AVAILABLE DATA section start

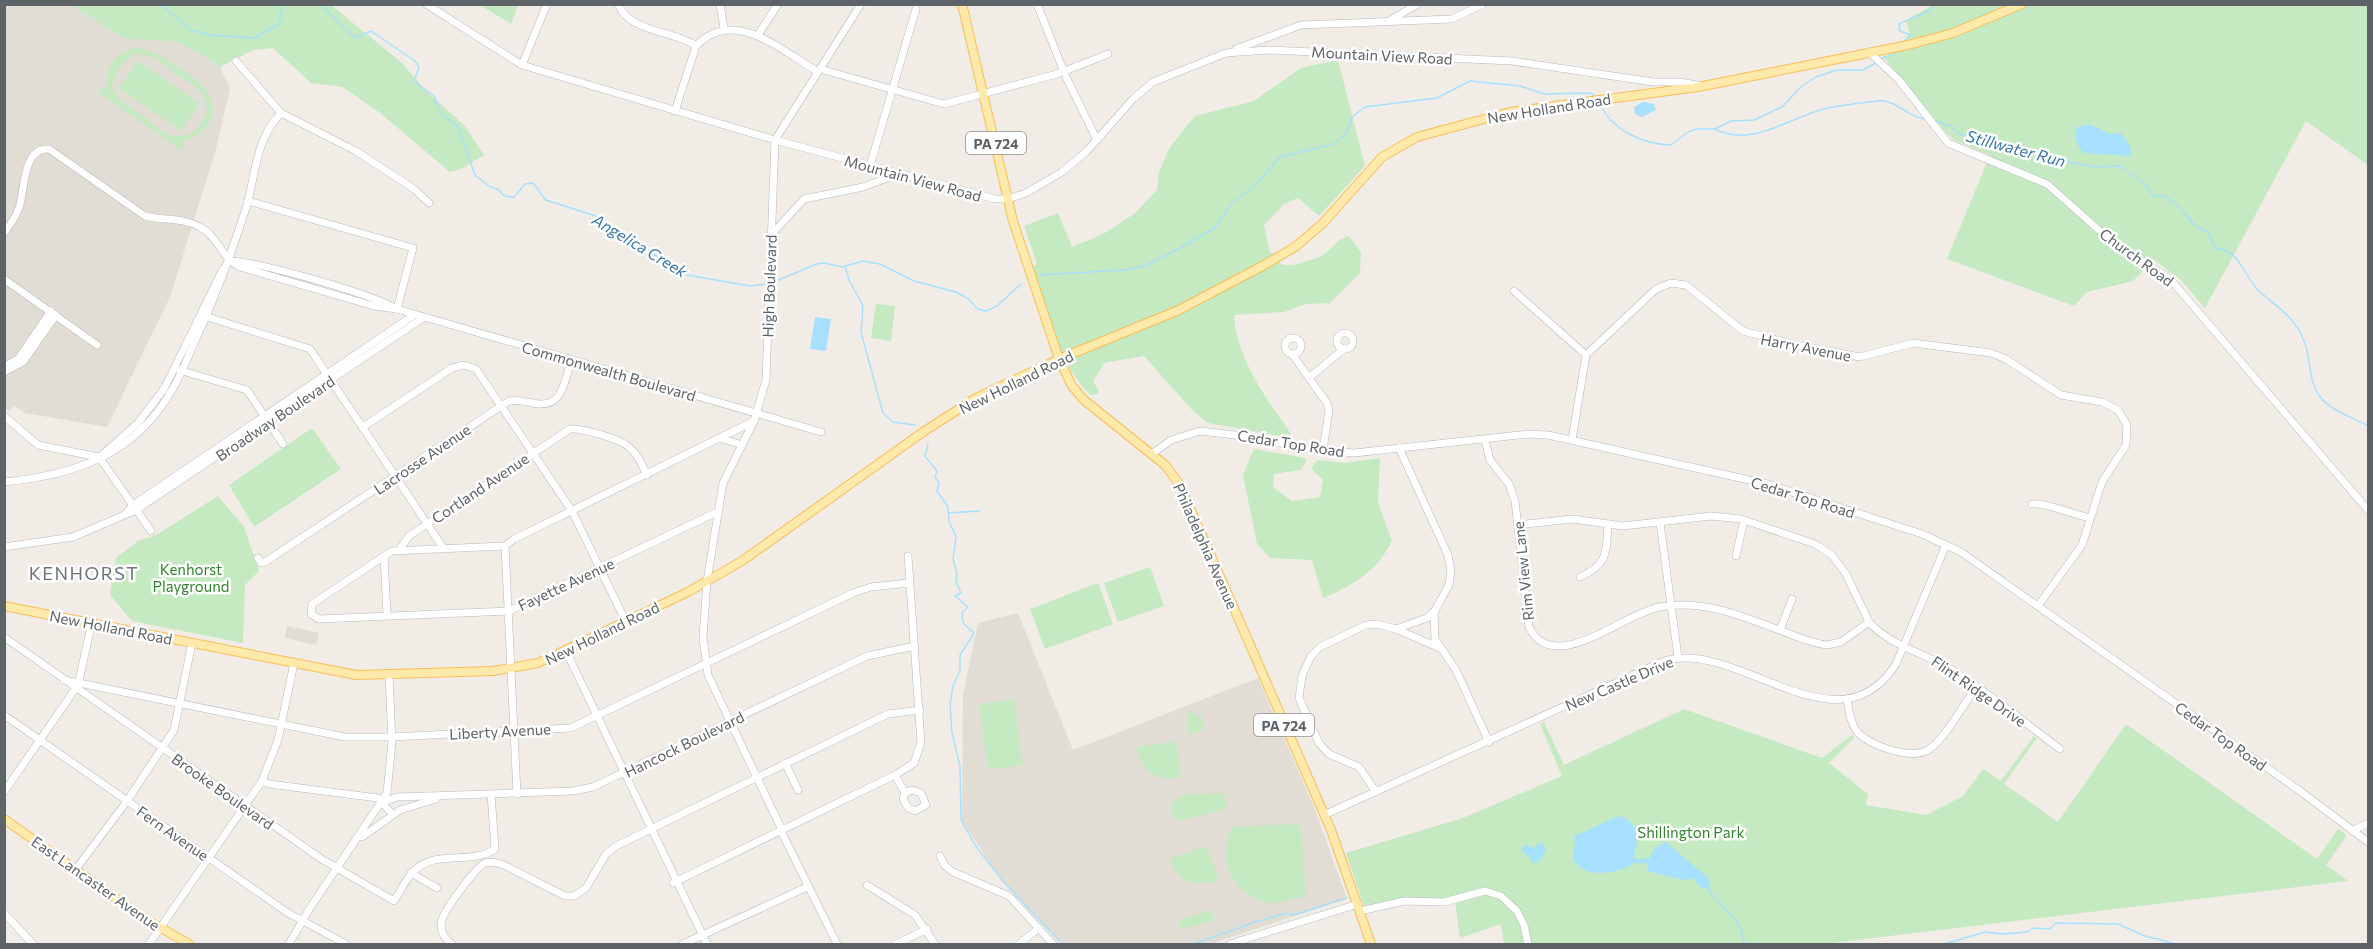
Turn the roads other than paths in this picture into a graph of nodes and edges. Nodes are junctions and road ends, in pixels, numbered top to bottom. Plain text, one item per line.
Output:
1 (426, 4) edge
2 (547, 4) edge
3 (618, 4) edge
4 (720, 4) edge
5 (778, 4) edge
6 (861, 4) edge
7 (962, 4) edge
8 (1037, 4) edge
9 (1418, 4) edge
10 (1483, 4) edge
11 (2022, 4) edge
12 (916, 9) dead end
13 (1389, 21) junction
14 (724, 28) junction
15 (758, 35) junction
16 (696, 46) junction
17 (1869, 52) junction
18 (1226, 53) junction
19 (1108, 54) dead end
20 (236, 61) dead end
21 (522, 65) junction
22 (819, 71) junction
23 (1064, 71) junction
24 (1702, 86) junction
25 (891, 89) junction
26 (985, 93) junction
27 (675, 111) junction
28 (281, 113) junction
29 (775, 140) junction
30 (1097, 140) junction
31 (870, 166) junction
32 (898, 174) junction
33 (1008, 199) junction
34 (248, 201) junction
35 (429, 202) dead end
36 (771, 210) junction
37 (789, 215) junction
38 (4, 233) edge
39 (770, 237) junction
40 (229, 261) junction
41 (4, 279) edge
42 (1514, 291) dead end
43 (397, 309) junction
44 (54, 313) junction
45 (414, 315) junction
46 (203, 316) junction
47 (423, 318) junction
48 (97, 345) dead end
49 (1345, 348) dead end
50 (1292, 354) dead end
51 (1586, 355) junction
52 (571, 360) junction
53 (1059, 360) junction
54 (4, 367) edge
55 (178, 370) junction
56 (4, 372) edge
57 (1310, 377) junction
58 (330, 378) junction
59 (501, 406) junction
60 (4, 416) edge
61 (756, 417) junction
62 (267, 420) junction
63 (363, 427) junction
64 (821, 432) dead end
65 (720, 438) junction
66 (1485, 440) junction
67 (1572, 440) junction
68 (283, 444) dead end
69 (742, 445) junction
70 (1399, 448) junction
71 (1323, 450) junction
72 (532, 453) junction
73 (1152, 454) junction
74 (99, 457) junction
75 (647, 475) junction
76 (396, 477) junction
77 (4, 482) edge
78 (2032, 504) dead end
79 (135, 507) junction
80 (2368, 510) edge
81 (572, 511) junction
82 (717, 512) junction
83 (2090, 518) junction
84 (1744, 520) junction
85 (427, 523) junction
86 (1660, 523) junction
87 (1608, 524) junction
88 (1518, 525) junction
89 (151, 531) dead end
90 (1946, 545) junction
91 (4, 546) edge
92 (505, 546) junction
93 (444, 549) junction
94 (399, 550) junction
95 (384, 556) junction
96 (908, 556) dead end
97 (1736, 556) dead end
98 (258, 558) dead end
99 (600, 568) junction
100 (1580, 577) dead end
101 (707, 581) junction
102 (909, 583) junction
103 (1792, 599) dead end
104 (314, 603) joint
105 (1671, 605) junction
106 (4, 606) edge
107 (2038, 606) junction
108 (509, 612) junction
109 (1434, 612) junction
110 (387, 615) junction
111 (92, 622) junction
112 (626, 622) junction
113 (1869, 622) junction
114 (1396, 629) junction
115 (1780, 630) junction
116 (4, 637) edge
117 (192, 643) junction
118 (915, 646) junction
119 (1905, 646) junction
120 (1442, 650) junction
121 (566, 651) junction
122 (1678, 657) junction
123 (294, 663) junction
124 (706, 663) junction
125 (511, 669) junction
126 (388, 675) junction
127 (78, 685) junction
128 (1976, 687) junction
129 (1847, 699) junction
130 (180, 702) junction
131 (920, 710) junction
132 (4, 715) edge
133 (597, 716) junction
134 (730, 722) junction
135 (281, 723) junction
136 (514, 731) junction
137 (391, 737) junction
138 (40, 740) junction
139 (1488, 742) junction
140 (162, 748) junction
141 (2060, 749) dead end
142 (785, 763) junction
143 (624, 773) junction
144 (895, 775) junction
145 (756, 777) junction
146 (266, 782) junction
147 (798, 790) dead end
148 (4, 792) edge
149 (1376, 792) junction
150 (905, 793) dead end
151 (491, 794) junction
152 (517, 794) junction
153 (442, 798) junction
154 (127, 801) junction
155 (383, 802) junction
156 (245, 806) junction
157 (392, 814) junction
158 (1324, 815) junction
159 (4, 819) edge
160 (2368, 824) edge
161 (651, 829) junction
162 (782, 831) junction
163 (2352, 831) junction
164 (357, 841) junction
165 (2368, 842) edge
166 (940, 856) dead end
167 (209, 858) junction
168 (76, 869) junction
169 (337, 869) junction
170 (411, 873) junction
171 (675, 882) junction
172 (867, 885) dead end
173 (807, 887) junction
174 (437, 888) dead end
175 (1359, 908) junction
176 (4, 913) edge
177 (302, 921) junction
178 (160, 928) junction
179 (1039, 928) junction
180 (927, 930) junction
181 (703, 935) junction
182 (834, 944) edge
183 (33, 945) edge
184 (149, 945) edge
185 (189, 945) edge
186 (290, 945) edge
187 (346, 945) edge
188 (452, 945) edge
189 (683, 945) edge
190 (707, 945) edge
191 (896, 945) edge
192 (935, 945) edge
193 (1019, 945) edge
194 (1053, 945) edge
195 (1230, 945) edge
196 (1371, 945) edge
197 (1528, 945) edge

1 - 21 street, Mountain View Road
2 - 21 street
3 - 16 street
4 - 14 street
5 - 15 street
6 - 22 street, High Boulevard
7 - 26 main road, Philadelphia Avenue / PA 724
8 - 23 street
9 - 13 street
10 - 13 street
11 - 17 main road, New Holland Road
12 - 25 street
13 - 18 street
14 - 15 street
14 - 16 street
15 - 22 street
16 - 27 street
17 - 24 main road, New Holland Road
17 - 80 street, Church Road
18 - 24 street, Mountain View Road
18 - 30 street, Mountain View Road
19 - 23 street
20 - 28 street
21 - 27 street, Mountain View Road
22 - 25 street
22 - 29 street, High Boulevard
23 - 26 street
23 - 30 street
24 - 53 main road, New Holland Road
25 - 26 street
25 - 31 street
26 - 33 main road, Philadelphia Avenue / PA 724
27 - 29 street, Mountain View Road
28 - 34 street
28 - 35 street
29 - 31 street, Mountain View Road
29 - 36 street, High Boulevard
30 - 33 street, Mountain View Road
31 - 32 street, Mountain View Road
32 - 33 street, Mountain View Road
32 - 37 street
33 - 53 main road, Philadelphia Avenue / PA 724
34 - 40 street
34 - 43 street
36 - 37 street
36 - 39 street, High Boulevard
37 - 39 street
38 - 40 street
39 - 61 street, High Boulevard
40 - 43 street, Commonwealth Boulevard
40 - 46 street
41 - 44 street
42 - 51 street
43 - 45 street, Commonwealth Boulevard
44 - 48 street
44 - 54 street
44 - 56 street
45 - 47 street, Commonwealth Boulevard
45 - 58 street, Broadway Boulevard
46 - 55 street
46 - 58 street
47 - 52 street, Commonwealth Boulevard
47 - 58 street, Broadway Boulevard
49 - 57 street
50 - 57 street
51 - 67 street
51 - 83 street, Harry Avenue
52 - 59 street, Lacrosse Avenue
52 - 61 street, Commonwealth Boulevard
53 - 73 main road, Philadelphia Avenue / PA 724
53 - 101 main road, New Holland Road
55 - 62 street
55 - 74 street
57 - 71 street
58 - 62 street, Broadway Boulevard
58 - 63 street
59 - 63 street
59 - 72 street
59 - 76 street, Lacrosse Avenue
60 - 74 street
61 - 64 street, Commonwealth Boulevard
61 - 65 street
61 - 69 street, High Boulevard
62 - 68 street
62 - 79 street, Broadway Boulevard
63 - 76 street
65 - 69 street
65 - 75 street
66 - 67 street, Cedar Top Road
66 - 70 street, Cedar Top Road
66 - 88 street, Rim View Lane
67 - 90 street, Cedar Top Road
69 - 82 street, High Boulevard
70 - 71 street, Cedar Top Road
70 - 109 street
71 - 73 street, Cedar Top Road
72 - 75 street, Cortland Avenue
72 - 81 street
72 - 85 street, Cortland Avenue
73 - 158 main road, Philadelphia Avenue / PA 724
74 - 77 street
74 - 79 street
75 - 81 street
76 - 85 street
76 - 98 street, Lacrosse Avenue
78 - 83 street
79 - 89 street
79 - 91 street, Broadway Boulevard
81 - 92 street
81 - 99 street
82 - 99 street, Fayette Avenue
82 - 101 street, High Boulevard
83 - 107 street, Harry Avenue
84 - 86 street, Flint Ridge Drive
84 - 97 street
84 - 113 street, Flint Ridge Drive
85 - 93 street
85 - 94 street, Cortland Avenue
86 - 87 street, Flint Ridge Drive
86 - 105 street
87 - 88 street, Flint Ridge Drive
87 - 100 street
88 - 105 street, Rim View Lane
90 - 107 street, Cedar Top Road
90 - 119 street
92 - 93 street
92 - 108 street
93 - 94 street
94 - 95 street, Cortland Avenue
95 - 104 street, Cortland Avenue
95 - 110 street
96 - 102 street
99 - 108 street, Fayette Avenue
99 - 112 street
101 - 112 main road, New Holland Road
101 - 124 street, High Boulevard
102 - 118 street
102 - 124 street, Liberty Avenue
103 - 115 street
104 - 110 street, Fayette Avenue
105 - 115 street, Rim View Lane
105 - 122 street
106 - 111 main road, New Holland Road
107 - 163 street, Cedar Top Road
108 - 110 street, Fayette Avenue
108 - 125 street
109 - 114 street
109 - 120 street
111 - 117 main road, New Holland Road
111 - 127 street
112 - 121 main road, New Holland Road
113 - 115 street, Rim View Lane
113 - 119 street, Flint Ridge Drive
114 - 120 street
114 - 149 street
116 - 127 street, Brooke Boulevard
117 - 123 main road, New Holland Road
117 - 130 street
118 - 131 street
118 - 134 street, Hancock Boulevard
119 - 128 street, Flint Ridge Drive
119 - 129 street
120 - 139 street
121 - 125 main road, New Holland Road
121 - 133 street
122 - 129 street, New Castle Drive
122 - 139 street, New Castle Drive
123 - 126 main road, New Holland Road
123 - 135 street
124 - 133 street, Liberty Avenue
124 - 134 street, High Boulevard
125 - 126 main road, New Holland Road
125 - 136 street
126 - 137 street
127 - 130 street, Liberty Avenue
127 - 138 street
127 - 140 street, Brooke Boulevard
128 - 129 street
128 - 141 street, Flint Ridge Drive
130 - 135 street, Liberty Avenue
130 - 140 street
131 - 142 street
131 - 144 street
132 - 138 street, Fern Avenue
133 - 136 street, Liberty Avenue
133 - 143 street
134 - 143 street, Hancock Boulevard
134 - 145 street, High Boulevard
135 - 137 street, Liberty Avenue
135 - 146 street
136 - 137 street, Liberty Avenue
136 - 152 street
137 - 155 street
138 - 148 street
138 - 154 street, Fern Avenue
139 - 149 street, New Castle Drive
140 - 154 street
140 - 156 street, Brooke Boulevard
142 - 145 street
142 - 147 street
143 - 152 street, Hancock Boulevard
143 - 161 street
144 - 150 street
144 - 162 street
145 - 161 street
145 - 162 street
146 - 155 street
146 - 156 street
149 - 158 street, New Castle Drive
151 - 152 street, Hancock Boulevard
151 - 153 street, Hancock Boulevard
151 - 170 street
153 - 155 street, Hancock Boulevard
153 - 157 street, Hancock Boulevard
154 - 167 street, Fern Avenue
154 - 168 street
155 - 157 street
155 - 164 street
156 - 167 street
156 - 169 street, Brooke Boulevard
157 - 164 street, Hancock Boulevard
158 - 175 main road, Philadelphia Avenue / PA 724
159 - 168 main road, East Lancaster Avenue
160 - 163 street
161 - 171 street
161 - 188 street
162 - 171 street
162 - 173 street
163 - 165 street, Cedar Top Road
164 - 169 street
166 - 179 street
167 - 177 street, Fern Avenue
167 - 178 street
168 - 178 main road, East Lancaster Avenue
169 - 170 street, Brooke Boulevard
169 - 177 street
170 - 174 street
171 - 181 street
172 - 180 street
173 - 181 street
173 - 182 street
175 - 195 street
175 - 196 main road, Philadelphia Avenue / PA 724
175 - 197 street
176 - 183 street
177 - 186 street
177 - 187 street, Fern Avenue
178 - 184 street
178 - 185 main road, East Lancaster Avenue
179 - 193 street
179 - 194 street
180 - 191 street
180 - 192 street
181 - 189 street
181 - 190 street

AVAILABLE DATA section end

● **PROBLEM DETAILS**
Go through the entries and return each line where the word "Lane" appears.

● **TASK RESPONSE**
66 - 88 street, Rim View Lane
88 - 105 street, Rim View Lane
105 - 115 street, Rim View Lane
113 - 115 street, Rim View Lane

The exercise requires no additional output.